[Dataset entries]

—————

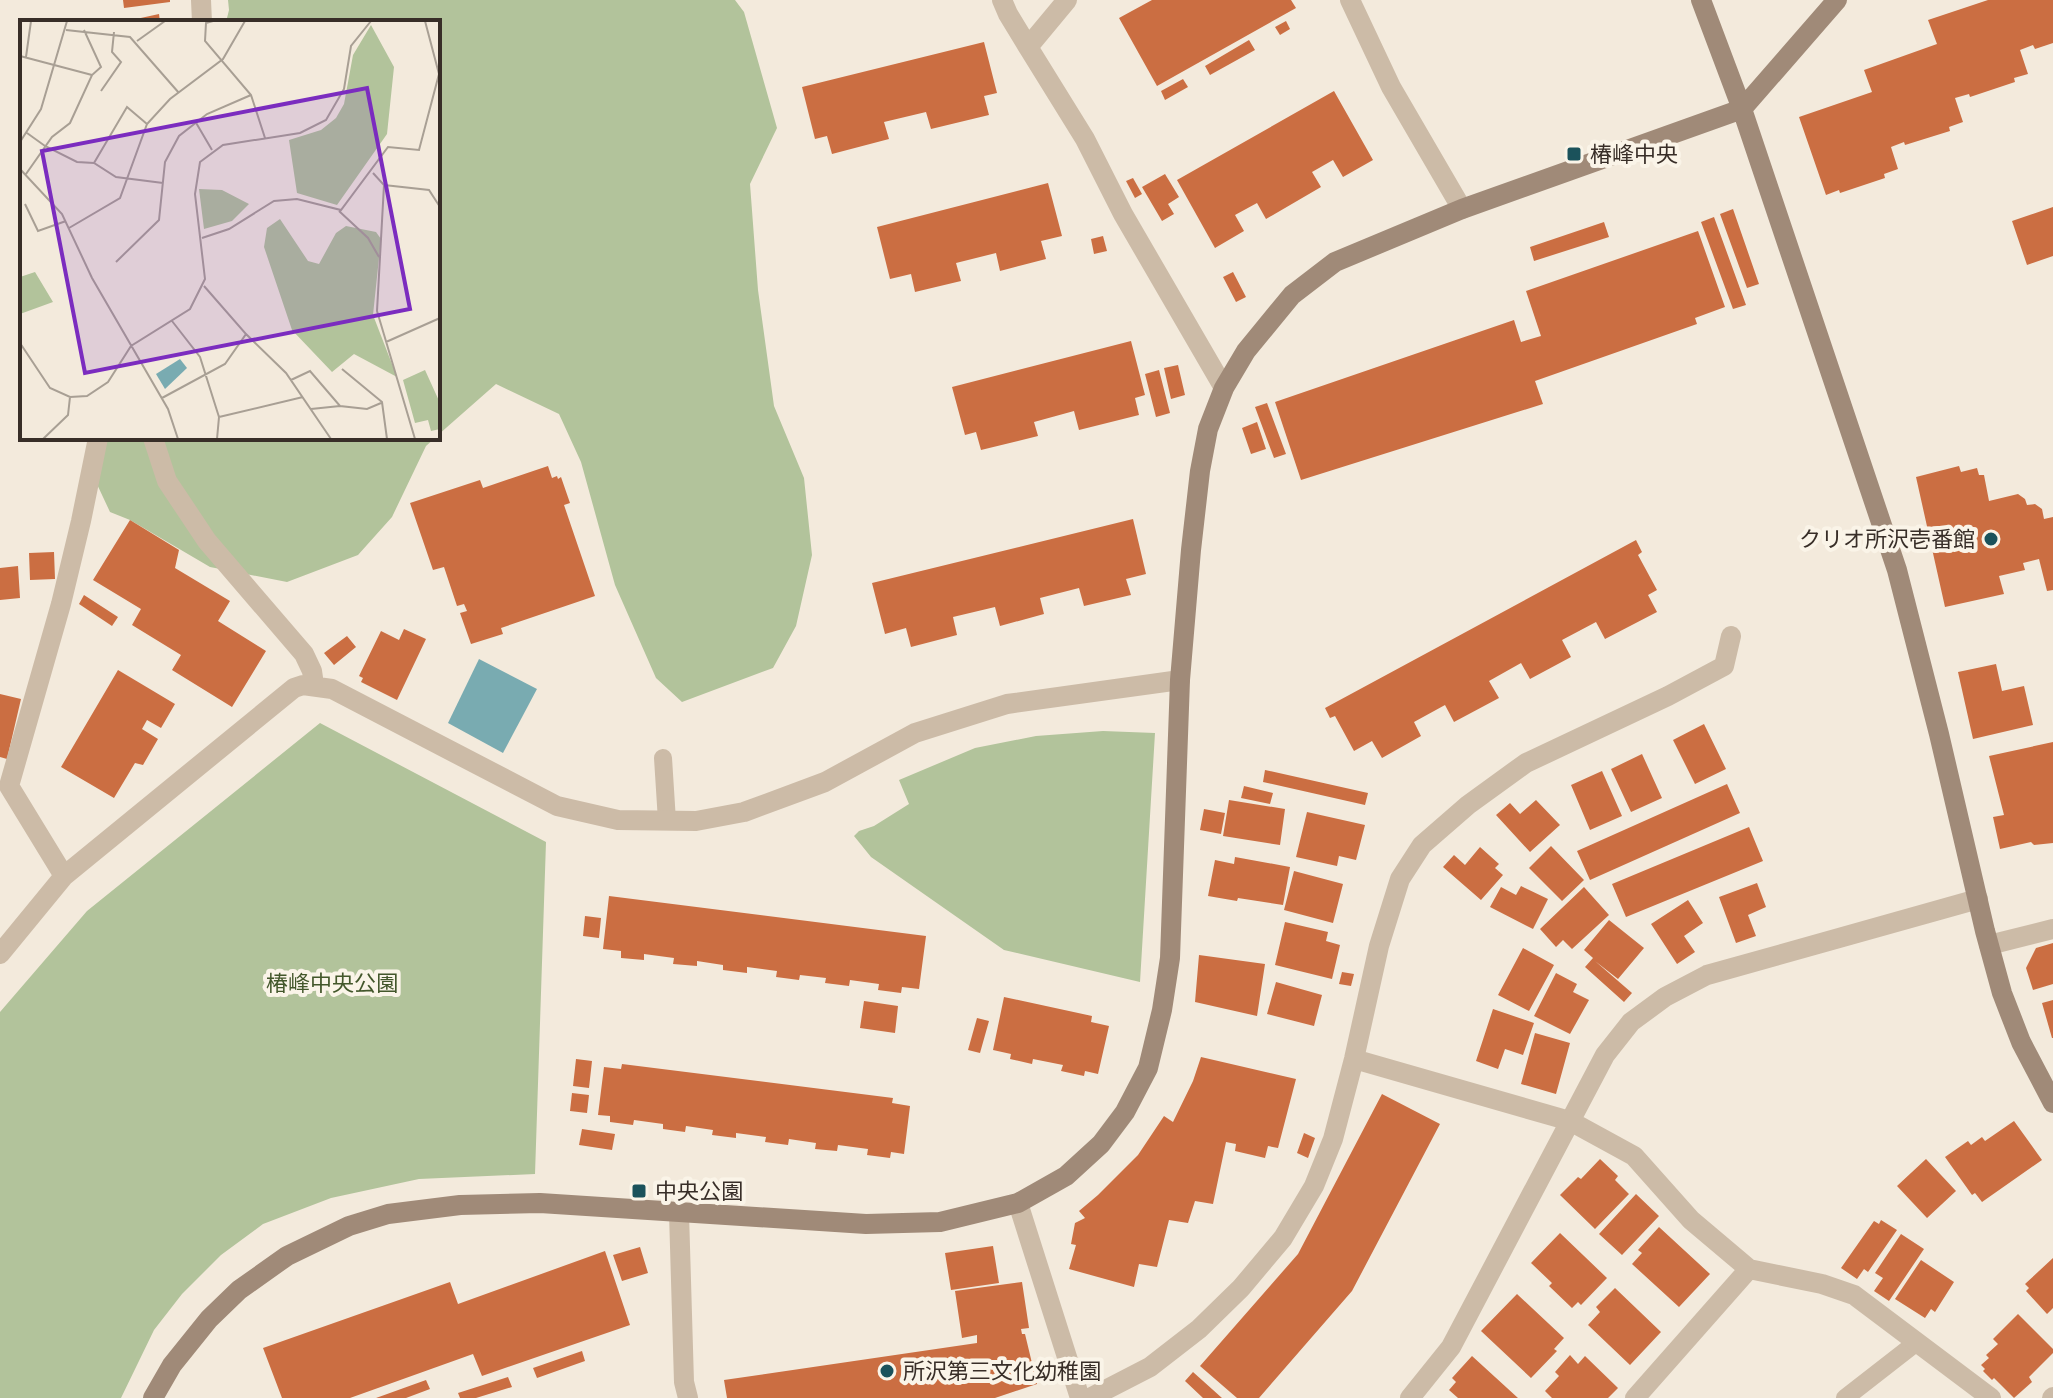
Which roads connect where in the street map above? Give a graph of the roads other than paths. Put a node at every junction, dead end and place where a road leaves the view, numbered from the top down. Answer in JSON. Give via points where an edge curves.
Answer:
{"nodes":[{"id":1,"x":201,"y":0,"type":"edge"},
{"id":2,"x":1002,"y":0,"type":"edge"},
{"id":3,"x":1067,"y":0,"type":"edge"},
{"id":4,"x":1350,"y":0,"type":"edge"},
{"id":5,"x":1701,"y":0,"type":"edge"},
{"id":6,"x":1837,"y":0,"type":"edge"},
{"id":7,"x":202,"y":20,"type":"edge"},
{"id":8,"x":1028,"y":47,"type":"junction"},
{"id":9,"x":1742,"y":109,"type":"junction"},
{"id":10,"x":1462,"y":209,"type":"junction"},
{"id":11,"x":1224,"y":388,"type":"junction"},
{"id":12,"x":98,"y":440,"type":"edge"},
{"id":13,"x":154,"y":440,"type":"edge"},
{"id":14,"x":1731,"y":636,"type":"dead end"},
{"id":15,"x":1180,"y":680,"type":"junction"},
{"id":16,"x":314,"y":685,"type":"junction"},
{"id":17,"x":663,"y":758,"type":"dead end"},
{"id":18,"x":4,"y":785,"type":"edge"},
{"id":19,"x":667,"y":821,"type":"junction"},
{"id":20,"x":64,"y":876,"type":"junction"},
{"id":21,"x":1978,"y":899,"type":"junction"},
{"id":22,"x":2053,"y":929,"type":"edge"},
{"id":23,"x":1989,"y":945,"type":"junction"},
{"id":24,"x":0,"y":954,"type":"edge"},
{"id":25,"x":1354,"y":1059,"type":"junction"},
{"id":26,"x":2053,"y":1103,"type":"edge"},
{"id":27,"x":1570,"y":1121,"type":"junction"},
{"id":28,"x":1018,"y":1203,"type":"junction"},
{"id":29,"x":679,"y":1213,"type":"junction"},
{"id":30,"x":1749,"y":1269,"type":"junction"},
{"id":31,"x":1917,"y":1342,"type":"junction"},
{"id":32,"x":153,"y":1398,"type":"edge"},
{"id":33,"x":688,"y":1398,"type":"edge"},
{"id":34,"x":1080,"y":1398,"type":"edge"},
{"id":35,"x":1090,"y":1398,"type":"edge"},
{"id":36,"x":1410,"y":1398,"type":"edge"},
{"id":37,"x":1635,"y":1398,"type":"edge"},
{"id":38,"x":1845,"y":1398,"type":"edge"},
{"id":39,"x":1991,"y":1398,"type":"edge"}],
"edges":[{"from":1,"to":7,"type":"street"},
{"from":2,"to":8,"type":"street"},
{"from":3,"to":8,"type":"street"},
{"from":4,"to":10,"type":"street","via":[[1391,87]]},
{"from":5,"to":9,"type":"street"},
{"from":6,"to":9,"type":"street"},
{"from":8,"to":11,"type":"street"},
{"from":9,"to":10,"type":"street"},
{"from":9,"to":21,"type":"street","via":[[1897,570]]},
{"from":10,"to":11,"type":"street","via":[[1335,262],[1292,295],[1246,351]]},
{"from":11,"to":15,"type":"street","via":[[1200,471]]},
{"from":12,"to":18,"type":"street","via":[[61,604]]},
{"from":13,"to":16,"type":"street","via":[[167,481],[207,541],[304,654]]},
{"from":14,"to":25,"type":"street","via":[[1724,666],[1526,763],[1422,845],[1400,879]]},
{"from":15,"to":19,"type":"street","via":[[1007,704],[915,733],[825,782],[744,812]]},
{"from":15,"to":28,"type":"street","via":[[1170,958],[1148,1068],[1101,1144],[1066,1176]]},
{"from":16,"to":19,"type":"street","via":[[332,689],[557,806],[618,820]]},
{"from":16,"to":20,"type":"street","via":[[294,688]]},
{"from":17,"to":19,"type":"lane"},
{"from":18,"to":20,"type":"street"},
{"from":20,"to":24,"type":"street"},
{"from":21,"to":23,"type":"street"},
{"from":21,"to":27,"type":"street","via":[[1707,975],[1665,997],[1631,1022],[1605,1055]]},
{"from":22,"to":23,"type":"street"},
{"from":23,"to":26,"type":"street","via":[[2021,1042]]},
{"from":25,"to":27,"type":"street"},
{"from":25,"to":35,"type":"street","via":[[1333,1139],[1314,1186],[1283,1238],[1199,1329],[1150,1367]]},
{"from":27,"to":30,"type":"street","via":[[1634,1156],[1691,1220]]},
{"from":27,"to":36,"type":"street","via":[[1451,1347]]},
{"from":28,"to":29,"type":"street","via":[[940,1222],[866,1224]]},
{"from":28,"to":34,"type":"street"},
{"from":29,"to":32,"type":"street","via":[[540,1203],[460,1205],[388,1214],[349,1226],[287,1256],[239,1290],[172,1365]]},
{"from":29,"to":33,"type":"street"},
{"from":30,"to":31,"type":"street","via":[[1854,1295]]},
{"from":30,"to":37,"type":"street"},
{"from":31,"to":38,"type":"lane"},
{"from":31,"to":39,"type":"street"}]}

—————

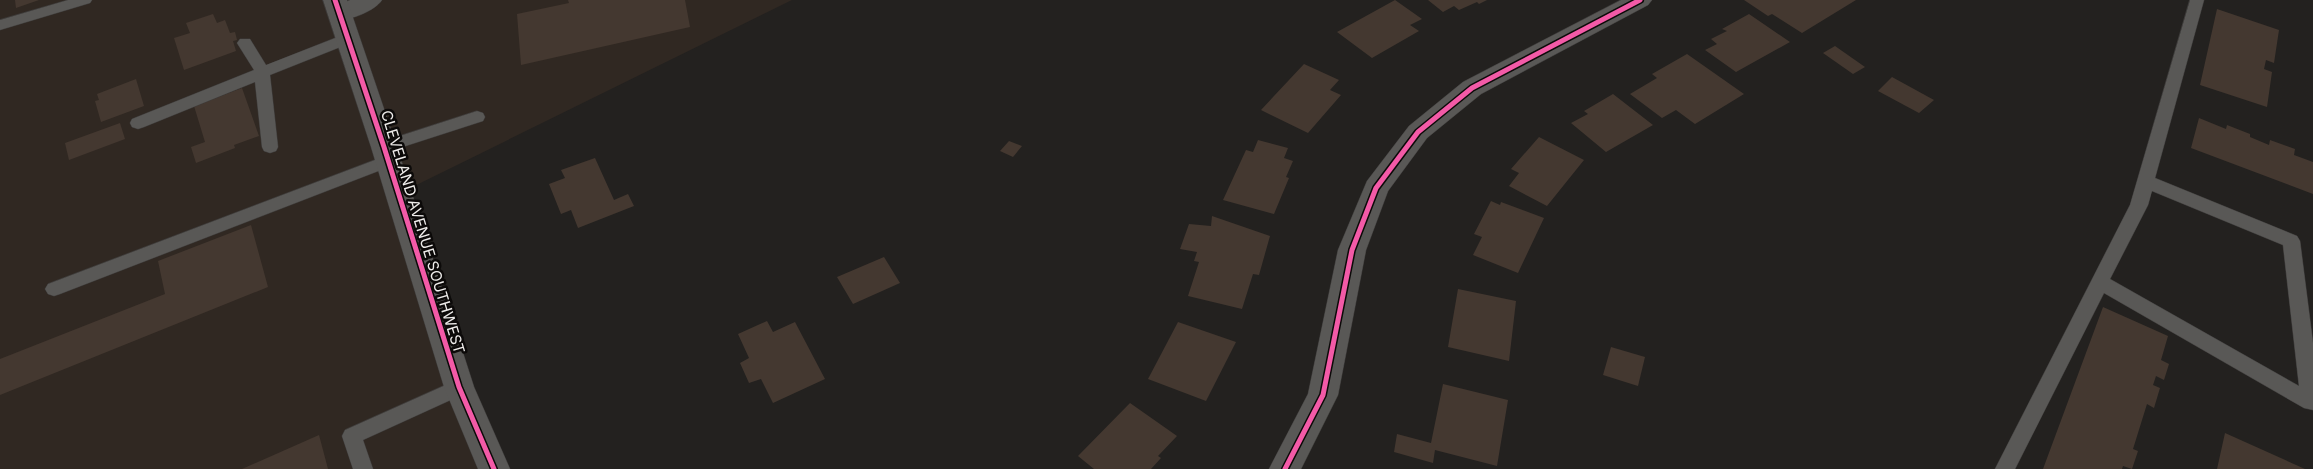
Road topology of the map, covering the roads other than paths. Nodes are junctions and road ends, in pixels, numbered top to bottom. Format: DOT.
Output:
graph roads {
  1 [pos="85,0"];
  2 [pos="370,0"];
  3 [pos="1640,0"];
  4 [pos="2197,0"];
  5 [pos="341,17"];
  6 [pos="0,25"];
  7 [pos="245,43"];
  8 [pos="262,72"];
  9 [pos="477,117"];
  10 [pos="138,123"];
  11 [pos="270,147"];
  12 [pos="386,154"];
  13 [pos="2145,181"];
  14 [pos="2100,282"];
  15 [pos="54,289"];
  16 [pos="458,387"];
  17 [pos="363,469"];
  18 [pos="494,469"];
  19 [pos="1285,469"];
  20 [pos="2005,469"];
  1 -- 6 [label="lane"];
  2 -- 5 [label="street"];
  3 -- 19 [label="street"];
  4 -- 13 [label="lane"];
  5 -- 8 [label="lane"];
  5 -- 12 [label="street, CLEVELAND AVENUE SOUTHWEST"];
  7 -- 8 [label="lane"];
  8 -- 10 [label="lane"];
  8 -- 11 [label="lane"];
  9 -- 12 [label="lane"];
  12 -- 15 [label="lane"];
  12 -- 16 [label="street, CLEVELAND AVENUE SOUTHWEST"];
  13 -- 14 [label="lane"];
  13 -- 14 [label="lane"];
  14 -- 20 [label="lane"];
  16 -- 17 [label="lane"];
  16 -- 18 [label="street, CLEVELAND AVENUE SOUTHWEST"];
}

—————

**ACTIVITY**
Return every line above that contains the word "graph".

**RESPONSE TO THE EXERCISE**
Which roads connect where in the street map above? Give a graph of the roads other than paths. Put a node at every junction, dead end and place where a road leaves the view, numbered from the top down. Answer in JSON. Give via points where an edge curves.
graph roads {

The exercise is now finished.